Still living in the dark on baseload power  

Posted by Big Gav in ,

The Age has an article on the unnecessary and unnatural obsession with building more baseload power - Still living in the dark on baseload power.

A presentation this month by AGL’s Paul Simshauser, chairman of the Loy Yang brown coal-fired power station in the Latrobe Valley, showed the national electricity market (NEM) had too much base and intermediate-load power (by about 4000 megawatts, enough to power more than 1.5 million homes) and not enough peak-load power (we are short about 1700 megawatts).

Michael Ottaviano, chief executive of Western Australia’s Carnegie Wave Energy, took up the theme at this month’s Eco Investor conference in Sydney, arguing for an expanded role for wave energy, sitting somewhere between baseload power and intermittent energy sources such as wind.

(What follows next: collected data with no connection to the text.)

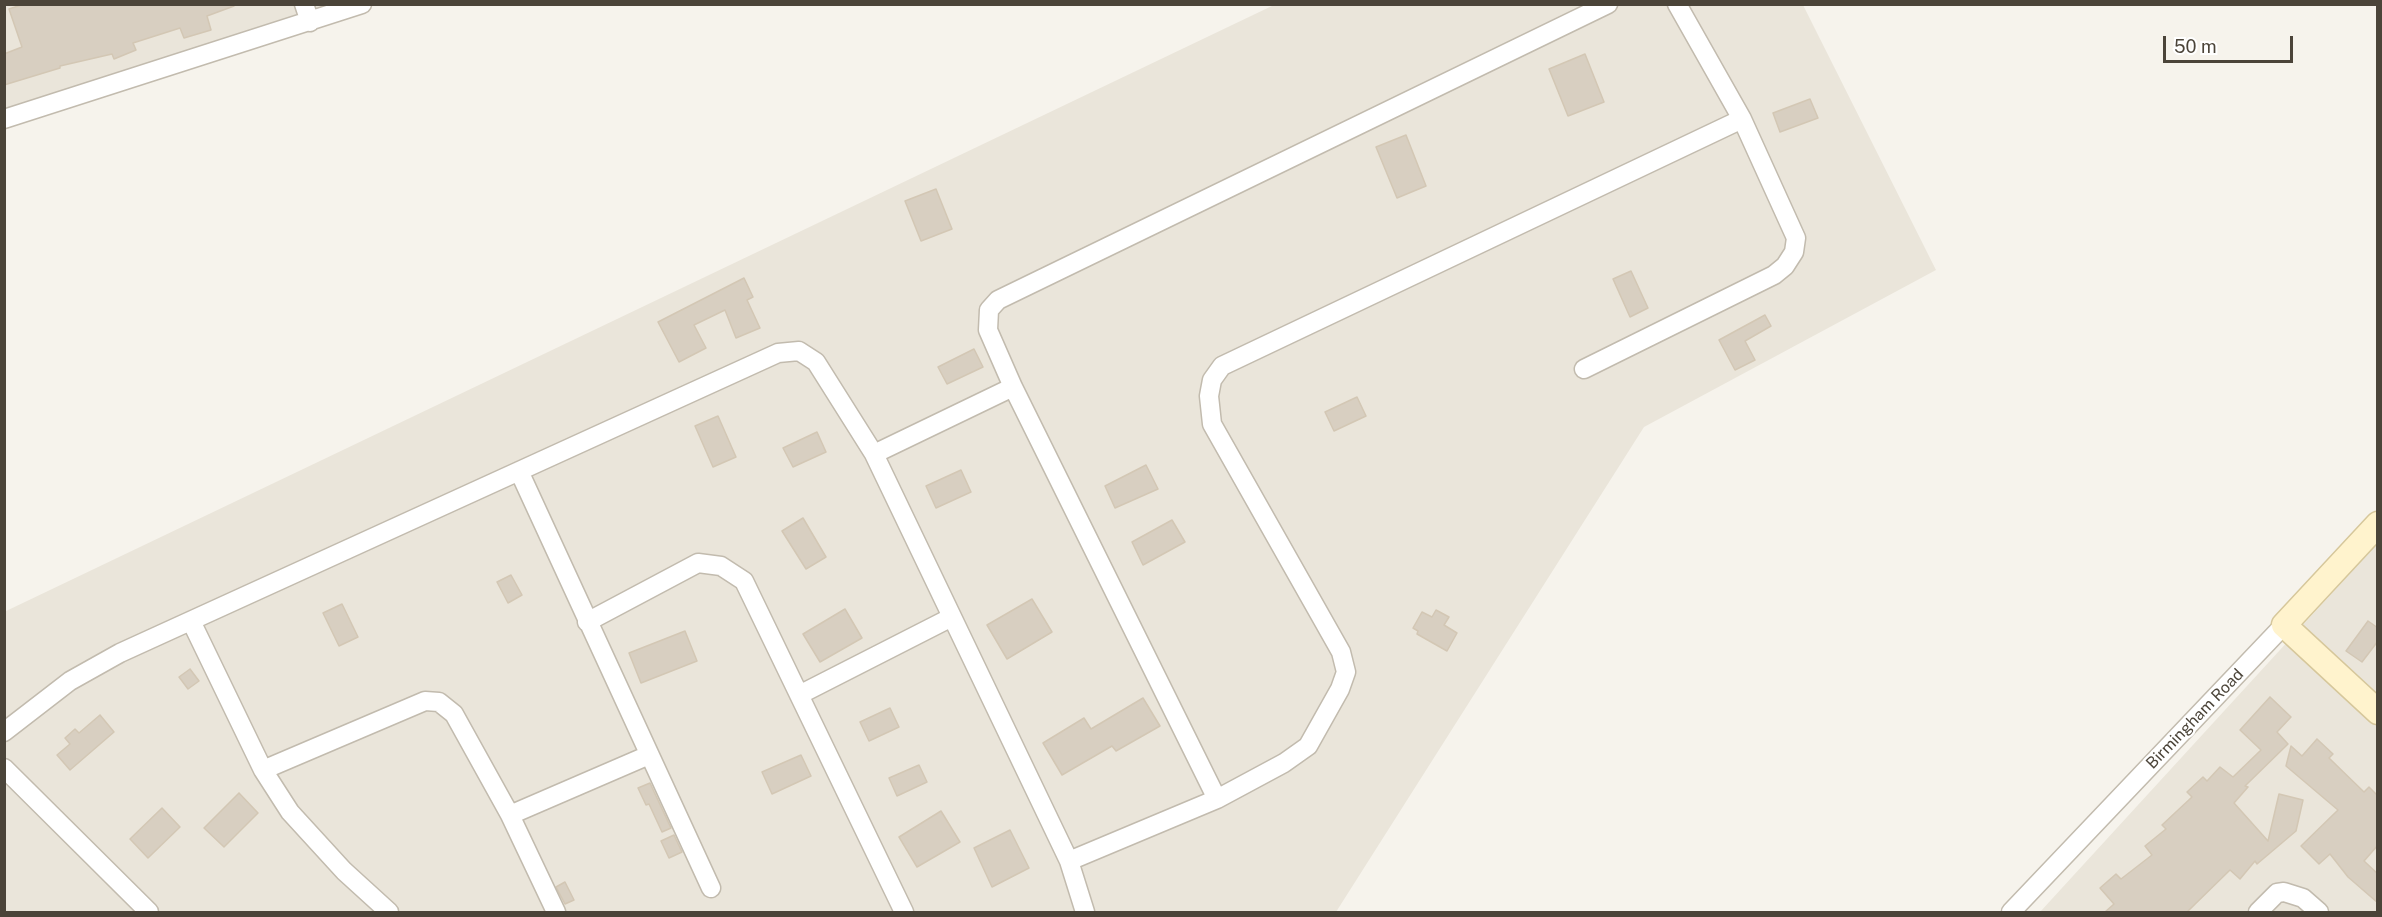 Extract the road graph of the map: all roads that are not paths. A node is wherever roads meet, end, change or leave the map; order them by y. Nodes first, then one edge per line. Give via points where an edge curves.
1 (304, 4) edge
2 (362, 4) edge
3 (1608, 4) edge
4 (1677, 4) edge
5 (310, 22) junction
6 (4, 119) edge
7 (1742, 119) junction
8 (1584, 369) dead end
9 (1013, 387) junction
10 (874, 454) junction
11 (519, 471) junction
12 (2378, 524) edge
13 (952, 617) junction
14 (192, 621) junction
15 (587, 622) junction
16 (2284, 625) junction
17 (799, 695) junction
18 (2378, 712) edge
19 (4, 732) edge
20 (649, 755) junction
21 (4, 768) edge
22 (263, 771) junction
23 (1217, 799) junction
24 (510, 815) junction
25 (1070, 861) junction
26 (711, 888) dead end
27 (149, 912) edge
28 (388, 912) edge
29 (556, 912) edge
30 (904, 912) edge
31 (1085, 912) edge
32 (2011, 912) edge
33 (2258, 912) edge
34 (2319, 912) edge

1 - 5 street
2 - 5 street
3 - 9 street via 998,300 989,310 988,330
4 - 7 street
5 - 6 street
7 - 8 street via 1796,238 1790,259 1774,275
7 - 23 street via 1222,366 1212,380 1209,396 1212,424 1341,652 1346,672 1308,746
9 - 10 street
9 - 23 street
10 - 11 street via 816,362 799,351 778,352
10 - 13 street
11 - 14 street
11 - 15 street
12 - 16 street, Birmingham Road
13 - 17 street
13 - 25 street
14 - 19 street via 120,653 70,681
14 - 22 street
15 - 17 street via 698,563 721,566 744,581
15 - 20 street
16 - 18 street
16 - 32 street, Birmingham Road
17 - 30 street
20 - 24 street
20 - 26 street
21 - 27 street
22 - 24 street via 425,701 439,702 454,714
22 - 28 street via 290,812
23 - 25 street
24 - 29 street
25 - 31 street
33 - 34 street via 2277,893 2284,892 2304,898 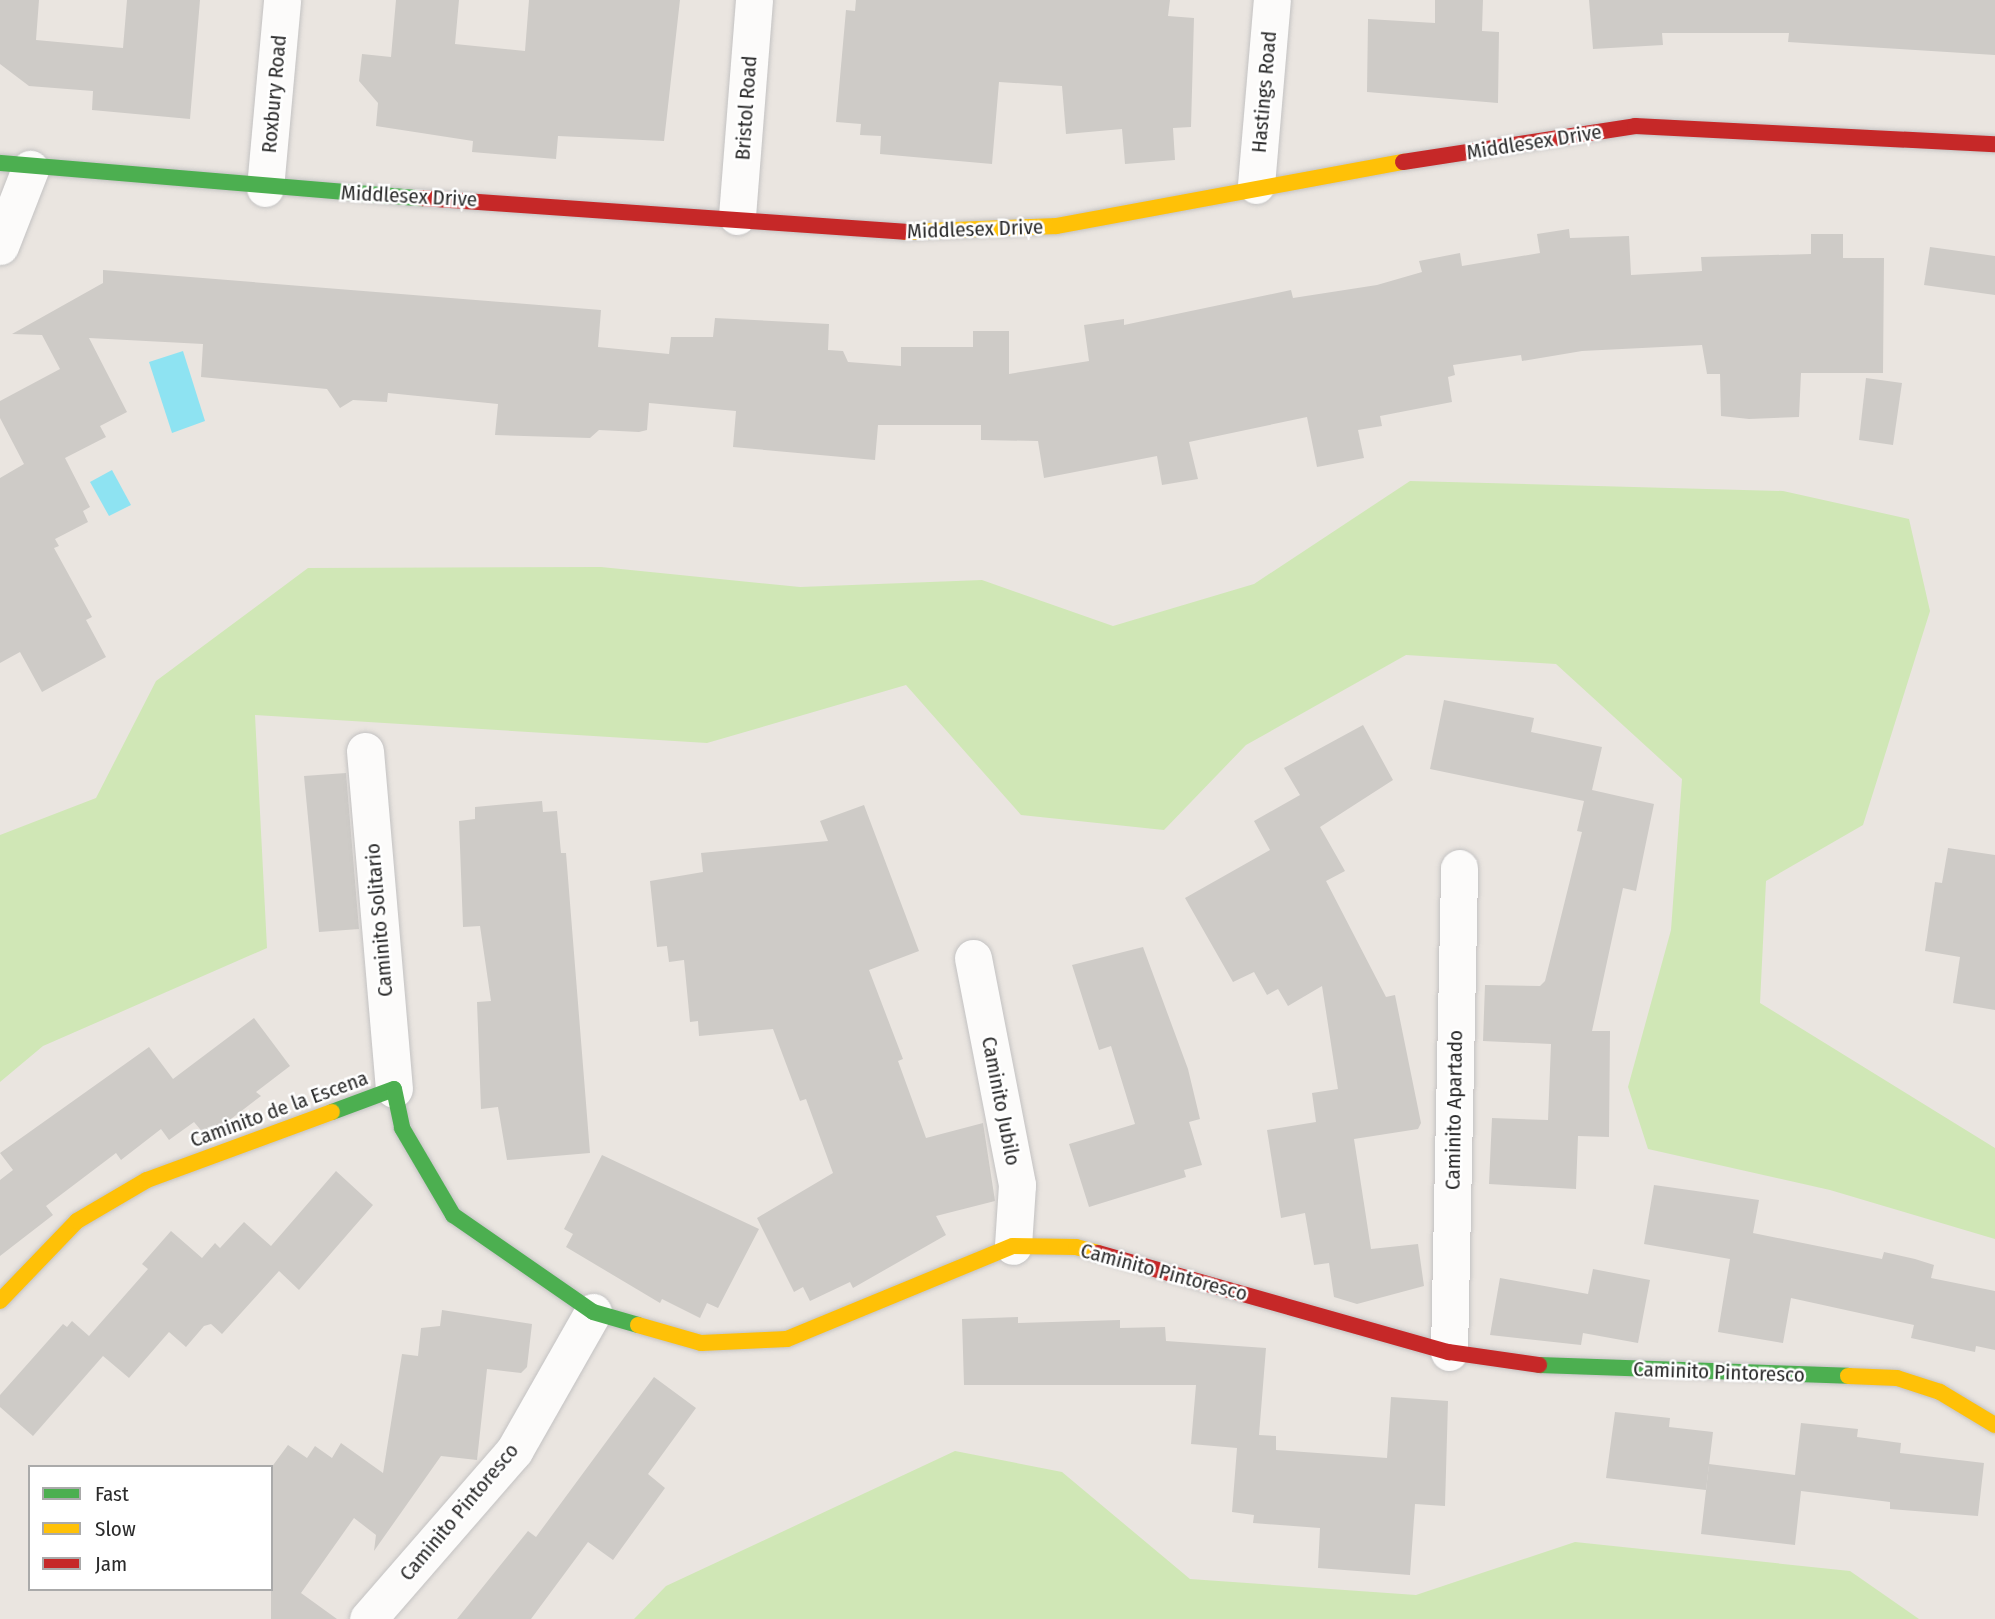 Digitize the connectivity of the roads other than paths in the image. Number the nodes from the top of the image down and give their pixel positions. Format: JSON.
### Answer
{"nodes":[{"id":1,"x":282,"y":0,"type":"edge"},
{"id":2,"x":754,"y":0,"type":"edge"},
{"id":3,"x":1272,"y":0,"type":"edge"},
{"id":4,"x":1995,"y":144,"type":"edge"},
{"id":5,"x":15,"y":166,"type":"edge"},
{"id":6,"x":1256,"y":185,"type":"junction"},
{"id":7,"x":265,"y":188,"type":"junction"},
{"id":8,"x":737,"y":216,"type":"junction"},
{"id":9,"x":0,"y":246,"type":"edge"},
{"id":10,"x":365,"y":751,"type":"dead end"},
{"id":11,"x":1459,"y":868,"type":"dead end"},
{"id":12,"x":973,"y":958,"type":"dead end"},
{"id":13,"x":394,"y":1089,"type":"junction"},
{"id":14,"x":1013,"y":1246,"type":"junction"},
{"id":15,"x":0,"y":1301,"type":"edge"},
{"id":16,"x":593,"y":1312,"type":"junction"},
{"id":17,"x":1449,"y":1352,"type":"junction"},
{"id":18,"x":1995,"y":1425,"type":"edge"},
{"id":19,"x":368,"y":1619,"type":"edge"}],
"edges":[{"from":1,"to":7,"type":"street","name":"Roxbury Road"},
{"from":2,"to":8,"type":"street","name":"Bristol Road"},
{"from":3,"to":6,"type":"street","name":"Hastings Road"},
{"from":4,"to":6,"type":"street","name":"Middlesex Drive"},
{"from":5,"to":7,"type":"street","name":"Middlesex Drive"},
{"from":5,"to":9,"type":"street","name":"Middlesex Drive"},
{"from":6,"to":8,"type":"street","name":"Middlesex Drive"},
{"from":7,"to":8,"type":"street","name":"Middlesex Drive"},
{"from":10,"to":13,"type":"street","name":"Caminito Solitario"},
{"from":11,"to":17,"type":"street","name":"Caminito Apartado"},
{"from":12,"to":14,"type":"street","name":"Caminito Jubilo"},
{"from":13,"to":15,"type":"street","name":"Caminito de la Escena"},
{"from":13,"to":16,"type":"street","name":"Caminito de la Escena"},
{"from":14,"to":16,"type":"street","name":"Caminito Pintoresco"},
{"from":14,"to":17,"type":"street","name":"Caminito Pintoresco"},
{"from":16,"to":19,"type":"street","name":"Caminito Pintoresco"},
{"from":17,"to":18,"type":"street","name":"Caminito Pintoresco"}]}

‘‘Wave is a very consistent resource with 90 per cent-plus availability,’’ he said later. ‘‘It will vary as wave height varies. But unlike wind, which varies in minutes and is difficult to predict more than a few hours in advance, wave will vary over hours and be predictable over days.’’

A key, Ottaviano says, is a smart grid that can make use of all the available energy— renewable sources are not always conveniently located near coalfields, so we’re going to need new transmission lines— and supply it where and when it is needed.

(CommunicationsMinister Stephen Conroy is on to this and on Thursday, with cabinet colleagues Martin Ferguson and Peter Garrett, invited bids to build a $100 million smart grid in Queanbeyan , near Canberra. Which is a start.)

Distributed generation can help, too. At the same conference, Ceramic Fuel Cells managing director Brendan Dow presented slides showing about 80 per cent of the energy generated by coal-fired power stations is lost as heat (65-70 per cent wastage) or in transmission and distribution (5-8 per cent).

Given coal-fired power stations account for about 35 per cent of Australia’s carbon dioxide emissions, that’s a lot of carbon pollution for nothing.

Ceramic Fuel Cells makes a gas-powered fuel-cell appliance about the size of a dishwasher that can provide 17,000 kilowatt hours of electricity a year— twice that needed to power an average home, meaning far greater energy savings than an equivalent-cost solar-panel installation. The so-called BlueGen units have a world-beating 60 per cent electrical efficiency.

Even without any subsidy in the form of a feed-in tariff, the BlueGen unit is a commercial proposition—as long as utilities will connect them to the grid, and take the electricity they generate, as they must do with home solar panels.

Meanwhile, the grid continues to roll out, whether the public wants it or not. As reported earlier this month, on the NSW North Coast there is majority community opposition to a $227 million power line from Lismore to Tenterfield, according to state-owned proponent TransGrid’s own consultants. The residents say they don’t need the power, question the demand projections and point to cleaner alternatives such as solar, wind and the bio-energy already generated from bagasse at sugar cane mills at Condong and Broadwater.